Create FAIR Digital Objects following the nfdi4plants ARC specification v3.0.0.

Prerequisites

git and git-lfs installed
ARC Commander CLI at ~/bin/arc (optional but recommended)
For DataHUB sync: Personal Access Token for git.nfdi4plants.org or datahub.hhu.de

Interactive ARC Creation Workflow

Guide the user through these phases in order. Ask questions conversationally — don't dump all questions at once. Batch 2-4 related questions per message.

Phase 1: Investigation Setup

Ask the user:

Investigation identifier (short, lowercase-hyphenated, e.g. cold-stress-arabidopsis)
Title (concise name for the investigation)
Description (textual description of the research goals)
Where to store the ARC locally (suggest /home/uranus/arc-projects/<identifier>/)

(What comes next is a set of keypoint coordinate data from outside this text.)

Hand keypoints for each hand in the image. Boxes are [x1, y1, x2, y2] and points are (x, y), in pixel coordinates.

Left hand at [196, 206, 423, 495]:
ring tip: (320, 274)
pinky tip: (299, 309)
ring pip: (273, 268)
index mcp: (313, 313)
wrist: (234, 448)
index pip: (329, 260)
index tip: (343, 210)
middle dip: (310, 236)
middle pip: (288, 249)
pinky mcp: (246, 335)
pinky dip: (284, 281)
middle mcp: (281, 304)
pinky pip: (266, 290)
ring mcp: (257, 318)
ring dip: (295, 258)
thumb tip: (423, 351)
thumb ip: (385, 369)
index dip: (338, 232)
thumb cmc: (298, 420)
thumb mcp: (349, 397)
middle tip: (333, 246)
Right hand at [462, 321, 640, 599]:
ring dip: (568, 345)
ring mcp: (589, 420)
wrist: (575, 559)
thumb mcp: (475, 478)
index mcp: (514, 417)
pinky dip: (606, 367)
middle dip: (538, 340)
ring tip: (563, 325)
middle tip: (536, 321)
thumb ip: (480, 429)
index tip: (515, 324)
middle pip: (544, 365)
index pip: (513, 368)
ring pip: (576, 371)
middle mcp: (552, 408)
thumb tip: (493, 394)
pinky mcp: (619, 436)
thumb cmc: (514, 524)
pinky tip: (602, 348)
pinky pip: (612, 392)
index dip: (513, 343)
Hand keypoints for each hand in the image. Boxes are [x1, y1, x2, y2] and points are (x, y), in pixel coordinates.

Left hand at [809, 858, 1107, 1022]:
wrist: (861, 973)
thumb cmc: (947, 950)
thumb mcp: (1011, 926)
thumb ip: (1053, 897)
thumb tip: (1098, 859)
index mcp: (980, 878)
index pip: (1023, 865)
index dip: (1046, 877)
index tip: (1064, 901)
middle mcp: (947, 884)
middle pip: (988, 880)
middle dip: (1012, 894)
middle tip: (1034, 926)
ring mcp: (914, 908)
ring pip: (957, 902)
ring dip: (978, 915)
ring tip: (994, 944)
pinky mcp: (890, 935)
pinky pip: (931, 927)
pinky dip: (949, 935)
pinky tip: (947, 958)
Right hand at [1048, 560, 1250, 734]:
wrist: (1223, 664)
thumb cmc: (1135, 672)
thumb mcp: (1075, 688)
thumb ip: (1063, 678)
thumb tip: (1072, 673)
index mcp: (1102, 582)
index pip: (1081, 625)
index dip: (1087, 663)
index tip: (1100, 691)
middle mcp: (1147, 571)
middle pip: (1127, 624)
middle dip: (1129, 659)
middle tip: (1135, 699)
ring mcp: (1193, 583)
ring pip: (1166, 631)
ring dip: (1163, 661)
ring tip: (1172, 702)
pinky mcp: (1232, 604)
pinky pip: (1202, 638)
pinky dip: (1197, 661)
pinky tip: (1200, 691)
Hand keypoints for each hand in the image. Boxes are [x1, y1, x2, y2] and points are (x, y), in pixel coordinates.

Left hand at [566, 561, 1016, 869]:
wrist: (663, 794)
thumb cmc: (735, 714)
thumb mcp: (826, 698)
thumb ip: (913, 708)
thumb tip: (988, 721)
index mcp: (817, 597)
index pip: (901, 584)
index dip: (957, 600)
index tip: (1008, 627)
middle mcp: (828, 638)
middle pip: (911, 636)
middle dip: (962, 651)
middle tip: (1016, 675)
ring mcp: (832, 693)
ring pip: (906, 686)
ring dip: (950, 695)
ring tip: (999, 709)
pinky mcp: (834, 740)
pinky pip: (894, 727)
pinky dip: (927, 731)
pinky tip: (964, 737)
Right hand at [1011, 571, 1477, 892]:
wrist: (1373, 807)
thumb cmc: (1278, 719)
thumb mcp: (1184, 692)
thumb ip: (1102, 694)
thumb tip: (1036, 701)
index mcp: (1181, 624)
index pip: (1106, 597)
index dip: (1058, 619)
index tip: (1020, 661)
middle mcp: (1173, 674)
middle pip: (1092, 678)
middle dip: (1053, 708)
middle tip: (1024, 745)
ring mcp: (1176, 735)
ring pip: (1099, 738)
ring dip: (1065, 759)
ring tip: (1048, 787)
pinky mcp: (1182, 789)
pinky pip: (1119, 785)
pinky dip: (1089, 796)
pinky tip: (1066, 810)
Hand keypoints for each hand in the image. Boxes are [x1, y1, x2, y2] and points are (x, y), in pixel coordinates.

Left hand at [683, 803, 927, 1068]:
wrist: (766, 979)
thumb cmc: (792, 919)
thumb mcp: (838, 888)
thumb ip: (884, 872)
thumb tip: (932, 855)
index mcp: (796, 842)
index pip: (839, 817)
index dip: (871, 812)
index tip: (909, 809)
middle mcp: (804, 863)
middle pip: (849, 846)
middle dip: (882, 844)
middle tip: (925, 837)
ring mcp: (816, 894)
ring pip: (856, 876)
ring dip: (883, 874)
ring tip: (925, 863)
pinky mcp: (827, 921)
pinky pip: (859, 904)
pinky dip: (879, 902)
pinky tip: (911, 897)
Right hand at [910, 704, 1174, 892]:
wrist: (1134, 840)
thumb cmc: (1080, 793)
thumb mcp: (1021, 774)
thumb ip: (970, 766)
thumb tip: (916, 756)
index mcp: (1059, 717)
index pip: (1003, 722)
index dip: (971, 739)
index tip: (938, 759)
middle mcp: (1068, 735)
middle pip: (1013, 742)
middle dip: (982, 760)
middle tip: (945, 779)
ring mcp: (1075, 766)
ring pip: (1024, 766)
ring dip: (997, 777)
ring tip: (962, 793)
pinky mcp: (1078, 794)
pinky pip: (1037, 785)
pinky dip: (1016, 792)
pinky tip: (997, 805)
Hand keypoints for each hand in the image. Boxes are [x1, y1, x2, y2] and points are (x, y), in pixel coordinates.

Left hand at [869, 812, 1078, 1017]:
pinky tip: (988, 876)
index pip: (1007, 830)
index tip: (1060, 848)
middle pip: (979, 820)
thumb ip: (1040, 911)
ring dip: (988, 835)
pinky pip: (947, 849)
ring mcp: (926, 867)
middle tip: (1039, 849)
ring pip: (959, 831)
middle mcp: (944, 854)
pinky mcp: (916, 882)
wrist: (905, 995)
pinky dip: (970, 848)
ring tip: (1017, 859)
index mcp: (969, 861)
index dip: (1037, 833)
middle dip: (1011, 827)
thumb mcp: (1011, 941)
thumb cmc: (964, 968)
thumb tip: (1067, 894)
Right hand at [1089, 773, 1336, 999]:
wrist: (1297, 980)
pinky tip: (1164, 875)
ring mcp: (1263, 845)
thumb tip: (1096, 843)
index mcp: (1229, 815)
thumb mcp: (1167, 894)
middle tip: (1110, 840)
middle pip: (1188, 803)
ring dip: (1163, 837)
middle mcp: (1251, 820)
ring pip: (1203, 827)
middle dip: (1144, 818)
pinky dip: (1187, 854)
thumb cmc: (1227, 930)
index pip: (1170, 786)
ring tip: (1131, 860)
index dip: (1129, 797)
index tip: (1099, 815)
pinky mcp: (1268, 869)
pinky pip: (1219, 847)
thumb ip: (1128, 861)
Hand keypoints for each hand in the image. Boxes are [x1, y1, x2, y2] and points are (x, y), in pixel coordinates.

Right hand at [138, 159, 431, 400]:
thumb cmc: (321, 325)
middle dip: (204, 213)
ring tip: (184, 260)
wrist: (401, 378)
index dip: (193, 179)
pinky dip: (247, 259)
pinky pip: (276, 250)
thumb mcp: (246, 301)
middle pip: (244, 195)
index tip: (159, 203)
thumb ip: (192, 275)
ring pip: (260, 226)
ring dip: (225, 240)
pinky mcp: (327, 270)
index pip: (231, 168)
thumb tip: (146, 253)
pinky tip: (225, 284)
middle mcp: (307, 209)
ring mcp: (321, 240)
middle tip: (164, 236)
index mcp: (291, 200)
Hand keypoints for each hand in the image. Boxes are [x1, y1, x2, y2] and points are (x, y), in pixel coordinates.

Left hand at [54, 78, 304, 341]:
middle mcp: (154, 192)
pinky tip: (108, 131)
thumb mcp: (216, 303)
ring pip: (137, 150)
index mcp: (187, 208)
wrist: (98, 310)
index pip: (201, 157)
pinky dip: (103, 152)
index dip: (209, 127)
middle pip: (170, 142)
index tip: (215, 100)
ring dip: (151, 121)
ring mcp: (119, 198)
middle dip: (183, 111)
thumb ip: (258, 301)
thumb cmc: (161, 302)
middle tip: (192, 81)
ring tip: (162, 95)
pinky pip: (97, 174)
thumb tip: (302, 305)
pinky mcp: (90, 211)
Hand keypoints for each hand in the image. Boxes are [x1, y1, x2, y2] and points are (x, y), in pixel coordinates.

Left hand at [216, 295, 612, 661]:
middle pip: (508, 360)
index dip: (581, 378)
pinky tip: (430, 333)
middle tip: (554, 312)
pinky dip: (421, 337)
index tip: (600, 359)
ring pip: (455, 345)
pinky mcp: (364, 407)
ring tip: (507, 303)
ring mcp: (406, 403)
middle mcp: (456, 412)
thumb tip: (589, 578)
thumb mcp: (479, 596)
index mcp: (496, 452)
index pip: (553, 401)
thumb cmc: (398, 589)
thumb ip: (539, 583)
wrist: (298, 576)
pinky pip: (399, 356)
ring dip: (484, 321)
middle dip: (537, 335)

Then run scripts/create_arc.sh <path> <identifier> and set investigation metadata via:

arc investigation update -i "<id>" --title "<title>" --description "<desc>"

Phase 2: Studies

For each study, ask:

Study identifier (e.g. plant-growth)
Title and description
Organism (for Characteristic [Organism])
Growth conditions (temperature, light, medium, etc.)
Source materials (what goes in — seeds, cell lines, etc.)
Sample materials (what comes out — leaves, roots, extracts, etc.)
Protocols — does the user have protocol documents to include?
Factors — what experimental variables are being tested? (e.g., temperature, genotype, treatment)

Create with:

arc study init --studyidentifier "<id>"
arc study update --studyidentifier "<id>" --title "<title>" --description "<desc>"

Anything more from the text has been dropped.